Executive Summary

    In this project, we analyzed overtime work patterns among physicians at UC San Diego Health Center, using non-public data from the Health and Psychosocial Instruments (HAPI) database. We investigated factors influencing physician overtime, including patient severity, arrival times, and physician shift schedules. Our analysis revealed that over 40% of patient cases required physicians to work overtime. We examined patient severity levels and arrival patterns, finding that severity did not significantly vary throughout the day, while most patients arrived between 4 am and 5 pm. Using binary logistic regression, we assessed the relationship between actual length of stay (LOS), busy hours, patient age, and physician age with physician overtime. The full model showed that each unit increase in LOS made physicians 1.65 times more likely to work overtime, and, contrary to our expectations, physicians were more likely to work overtime during non-busy hours. This suggests that during busier periods, more physicians might be available, reducing the likelihood of overtime. These insights not only enhance our understanding of physician overtime dynamics at UCSD Health but also pave the way for better workforce management and patient care scheduling in the future.

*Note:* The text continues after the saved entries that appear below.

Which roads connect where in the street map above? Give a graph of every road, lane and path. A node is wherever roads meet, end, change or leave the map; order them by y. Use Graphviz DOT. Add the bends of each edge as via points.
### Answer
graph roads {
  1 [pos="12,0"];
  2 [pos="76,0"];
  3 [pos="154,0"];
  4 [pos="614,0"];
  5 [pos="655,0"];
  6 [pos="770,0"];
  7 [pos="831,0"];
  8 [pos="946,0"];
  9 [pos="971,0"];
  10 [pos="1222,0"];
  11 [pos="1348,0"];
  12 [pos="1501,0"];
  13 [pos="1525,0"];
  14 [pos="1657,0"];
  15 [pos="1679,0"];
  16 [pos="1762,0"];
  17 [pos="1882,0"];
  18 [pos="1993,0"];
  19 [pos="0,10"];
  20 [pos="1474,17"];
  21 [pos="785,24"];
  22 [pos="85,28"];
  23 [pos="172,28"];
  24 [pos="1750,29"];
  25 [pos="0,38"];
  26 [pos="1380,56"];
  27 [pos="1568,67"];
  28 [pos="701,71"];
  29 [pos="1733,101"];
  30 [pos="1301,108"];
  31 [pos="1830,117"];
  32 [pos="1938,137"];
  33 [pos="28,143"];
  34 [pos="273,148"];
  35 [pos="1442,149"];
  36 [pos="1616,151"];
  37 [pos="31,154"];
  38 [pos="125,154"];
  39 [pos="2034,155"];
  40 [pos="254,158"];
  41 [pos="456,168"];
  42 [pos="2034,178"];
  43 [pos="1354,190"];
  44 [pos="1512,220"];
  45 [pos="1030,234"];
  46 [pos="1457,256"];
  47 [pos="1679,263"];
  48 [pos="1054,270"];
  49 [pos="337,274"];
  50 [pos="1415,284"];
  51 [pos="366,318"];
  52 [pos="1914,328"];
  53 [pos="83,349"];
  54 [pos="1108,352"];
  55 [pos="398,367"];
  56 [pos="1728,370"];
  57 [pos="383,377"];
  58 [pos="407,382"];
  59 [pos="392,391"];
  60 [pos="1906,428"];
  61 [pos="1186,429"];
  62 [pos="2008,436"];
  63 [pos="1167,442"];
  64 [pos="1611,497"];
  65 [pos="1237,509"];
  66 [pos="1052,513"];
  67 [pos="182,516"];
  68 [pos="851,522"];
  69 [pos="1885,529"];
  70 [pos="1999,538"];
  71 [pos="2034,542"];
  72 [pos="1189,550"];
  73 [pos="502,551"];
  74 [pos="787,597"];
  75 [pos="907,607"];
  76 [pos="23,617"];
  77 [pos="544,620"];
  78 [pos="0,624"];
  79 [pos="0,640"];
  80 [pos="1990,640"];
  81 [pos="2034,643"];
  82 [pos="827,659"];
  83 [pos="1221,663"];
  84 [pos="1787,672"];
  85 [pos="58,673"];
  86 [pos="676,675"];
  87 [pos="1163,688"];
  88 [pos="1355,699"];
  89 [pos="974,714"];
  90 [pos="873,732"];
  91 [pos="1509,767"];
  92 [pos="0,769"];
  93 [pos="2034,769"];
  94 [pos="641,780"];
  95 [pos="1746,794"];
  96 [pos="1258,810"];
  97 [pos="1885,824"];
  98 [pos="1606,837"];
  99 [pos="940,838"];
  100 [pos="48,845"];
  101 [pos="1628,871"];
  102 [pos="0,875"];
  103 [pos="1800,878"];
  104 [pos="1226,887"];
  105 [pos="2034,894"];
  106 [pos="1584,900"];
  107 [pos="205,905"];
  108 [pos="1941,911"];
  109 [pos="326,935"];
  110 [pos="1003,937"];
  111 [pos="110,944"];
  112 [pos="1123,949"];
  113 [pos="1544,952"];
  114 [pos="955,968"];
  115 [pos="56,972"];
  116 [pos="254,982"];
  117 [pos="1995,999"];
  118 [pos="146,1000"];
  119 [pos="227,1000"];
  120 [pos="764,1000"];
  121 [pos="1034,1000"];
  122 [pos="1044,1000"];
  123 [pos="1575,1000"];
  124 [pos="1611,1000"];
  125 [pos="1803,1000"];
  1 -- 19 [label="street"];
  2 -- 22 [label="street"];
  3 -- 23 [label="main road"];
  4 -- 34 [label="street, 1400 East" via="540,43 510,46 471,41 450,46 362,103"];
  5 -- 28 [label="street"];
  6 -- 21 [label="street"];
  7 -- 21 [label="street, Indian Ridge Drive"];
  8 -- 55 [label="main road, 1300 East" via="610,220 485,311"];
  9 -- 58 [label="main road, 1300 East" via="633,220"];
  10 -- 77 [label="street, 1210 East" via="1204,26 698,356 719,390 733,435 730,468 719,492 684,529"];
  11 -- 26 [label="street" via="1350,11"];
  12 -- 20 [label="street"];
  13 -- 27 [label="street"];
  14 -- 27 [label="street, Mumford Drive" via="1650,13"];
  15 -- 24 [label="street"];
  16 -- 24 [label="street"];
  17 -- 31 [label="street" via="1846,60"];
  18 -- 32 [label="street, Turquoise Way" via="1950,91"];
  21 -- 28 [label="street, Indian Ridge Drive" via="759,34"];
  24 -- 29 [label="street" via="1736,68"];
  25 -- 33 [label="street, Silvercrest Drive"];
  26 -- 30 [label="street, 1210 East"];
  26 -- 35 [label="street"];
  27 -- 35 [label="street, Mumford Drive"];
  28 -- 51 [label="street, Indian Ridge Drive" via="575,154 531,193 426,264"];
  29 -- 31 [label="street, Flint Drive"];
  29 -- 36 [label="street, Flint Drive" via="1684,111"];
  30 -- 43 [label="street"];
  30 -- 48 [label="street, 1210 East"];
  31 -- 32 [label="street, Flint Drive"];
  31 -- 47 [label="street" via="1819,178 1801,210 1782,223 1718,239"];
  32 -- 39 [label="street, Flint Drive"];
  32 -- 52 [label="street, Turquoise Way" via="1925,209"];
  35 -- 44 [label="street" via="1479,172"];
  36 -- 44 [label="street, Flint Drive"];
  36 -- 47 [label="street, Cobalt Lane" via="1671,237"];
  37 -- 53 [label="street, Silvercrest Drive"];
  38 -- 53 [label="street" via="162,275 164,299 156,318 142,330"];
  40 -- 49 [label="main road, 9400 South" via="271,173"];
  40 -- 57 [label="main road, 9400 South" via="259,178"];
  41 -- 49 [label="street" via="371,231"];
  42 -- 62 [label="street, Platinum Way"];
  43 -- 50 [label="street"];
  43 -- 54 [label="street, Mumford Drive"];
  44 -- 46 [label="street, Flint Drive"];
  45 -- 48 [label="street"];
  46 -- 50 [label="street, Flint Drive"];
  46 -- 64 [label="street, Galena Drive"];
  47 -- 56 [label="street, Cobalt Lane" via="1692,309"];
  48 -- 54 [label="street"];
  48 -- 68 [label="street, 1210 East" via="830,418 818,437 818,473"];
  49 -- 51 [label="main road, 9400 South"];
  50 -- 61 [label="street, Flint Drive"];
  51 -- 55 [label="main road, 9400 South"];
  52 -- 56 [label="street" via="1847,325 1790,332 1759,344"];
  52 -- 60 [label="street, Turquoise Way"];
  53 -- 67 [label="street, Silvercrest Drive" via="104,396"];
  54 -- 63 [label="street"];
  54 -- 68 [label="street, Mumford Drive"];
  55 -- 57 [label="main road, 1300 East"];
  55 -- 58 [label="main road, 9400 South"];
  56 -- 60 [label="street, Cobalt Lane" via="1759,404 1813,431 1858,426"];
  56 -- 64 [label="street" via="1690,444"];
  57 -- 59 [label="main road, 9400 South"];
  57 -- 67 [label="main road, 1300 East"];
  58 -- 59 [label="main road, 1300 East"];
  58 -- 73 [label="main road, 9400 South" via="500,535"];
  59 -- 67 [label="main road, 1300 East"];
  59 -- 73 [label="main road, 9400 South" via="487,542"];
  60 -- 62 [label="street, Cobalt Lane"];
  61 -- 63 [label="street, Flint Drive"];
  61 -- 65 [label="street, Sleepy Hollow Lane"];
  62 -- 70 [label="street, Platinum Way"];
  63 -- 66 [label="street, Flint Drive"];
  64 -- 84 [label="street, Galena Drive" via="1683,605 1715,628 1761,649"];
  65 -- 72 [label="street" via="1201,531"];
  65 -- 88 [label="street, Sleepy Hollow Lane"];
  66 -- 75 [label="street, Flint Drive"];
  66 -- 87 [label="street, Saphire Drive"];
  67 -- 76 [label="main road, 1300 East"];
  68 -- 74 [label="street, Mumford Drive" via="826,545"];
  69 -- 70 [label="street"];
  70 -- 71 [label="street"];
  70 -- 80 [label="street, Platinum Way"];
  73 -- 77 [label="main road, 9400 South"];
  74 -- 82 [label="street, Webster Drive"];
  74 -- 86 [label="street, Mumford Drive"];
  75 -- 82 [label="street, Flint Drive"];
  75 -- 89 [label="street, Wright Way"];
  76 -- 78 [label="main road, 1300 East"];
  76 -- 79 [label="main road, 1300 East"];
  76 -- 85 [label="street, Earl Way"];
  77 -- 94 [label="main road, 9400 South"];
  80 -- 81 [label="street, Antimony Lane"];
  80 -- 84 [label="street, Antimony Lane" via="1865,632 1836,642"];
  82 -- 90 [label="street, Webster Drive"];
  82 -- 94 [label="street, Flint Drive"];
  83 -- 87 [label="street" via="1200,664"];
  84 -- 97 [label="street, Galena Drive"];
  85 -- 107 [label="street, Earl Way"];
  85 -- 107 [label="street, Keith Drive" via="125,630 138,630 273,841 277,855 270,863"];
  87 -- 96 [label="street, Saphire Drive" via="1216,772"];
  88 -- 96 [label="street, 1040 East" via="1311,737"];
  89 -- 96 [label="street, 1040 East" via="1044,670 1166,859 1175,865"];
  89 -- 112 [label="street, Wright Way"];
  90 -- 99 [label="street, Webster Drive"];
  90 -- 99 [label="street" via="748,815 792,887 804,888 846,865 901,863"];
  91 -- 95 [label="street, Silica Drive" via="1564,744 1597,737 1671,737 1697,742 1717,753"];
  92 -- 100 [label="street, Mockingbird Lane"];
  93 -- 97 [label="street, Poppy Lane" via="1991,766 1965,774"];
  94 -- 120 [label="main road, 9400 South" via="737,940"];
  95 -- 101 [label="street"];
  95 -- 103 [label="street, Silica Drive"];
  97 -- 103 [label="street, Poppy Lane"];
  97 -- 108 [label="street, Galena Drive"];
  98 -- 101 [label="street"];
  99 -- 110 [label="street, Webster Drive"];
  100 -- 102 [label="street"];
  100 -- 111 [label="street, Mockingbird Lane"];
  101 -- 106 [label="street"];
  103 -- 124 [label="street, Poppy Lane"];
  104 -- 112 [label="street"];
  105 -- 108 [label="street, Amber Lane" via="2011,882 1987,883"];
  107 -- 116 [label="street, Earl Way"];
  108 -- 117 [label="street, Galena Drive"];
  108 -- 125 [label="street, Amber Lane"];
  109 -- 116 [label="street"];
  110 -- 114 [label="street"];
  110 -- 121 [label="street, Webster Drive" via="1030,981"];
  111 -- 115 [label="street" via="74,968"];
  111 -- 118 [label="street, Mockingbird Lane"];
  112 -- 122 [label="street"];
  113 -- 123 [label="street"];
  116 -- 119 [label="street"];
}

    • Here is the original R code script for this project: [Link].

    Data and Preprocessing

    Physicians in hospitals typically work in shifts, beginning at a set time and continuing until they have discharged their patients, often extending past their scheduled shift end. This scenario frequently necessitates overtime work for the physicians. In this project, we aim to analyze the factors influencing overtime among physicians at UC San Diego Health Center. The primary data source for our study is the non-public UCSD Health and Psychosocial Instruments (HAPI) database, which includes detailed information about patients and physicians. The dataset comprises patient IDs, arrival and discharge times, ages, expected log lengths of stay (LOS), along with physician IDs, shift schedules, and ages.

    In the preprocessing phase of the raw data, our initial step involved devising rules to identify potential data entry errors and missing values. Once these checks were completed, we parsed the physician shift schedule data into two distinct variables: shift start time and shift end time. We then converted all time data to standard Unix time, using POSIXct formats in R. Subsequently, we created a binary 'overtime' column to determine if physicians worked beyond their scheduled shift, based on the comparison of patient discharge times and physician shift end times. Our summary statistics revealed that over 40% of patient cases necessitated overtime work from the attending physicians.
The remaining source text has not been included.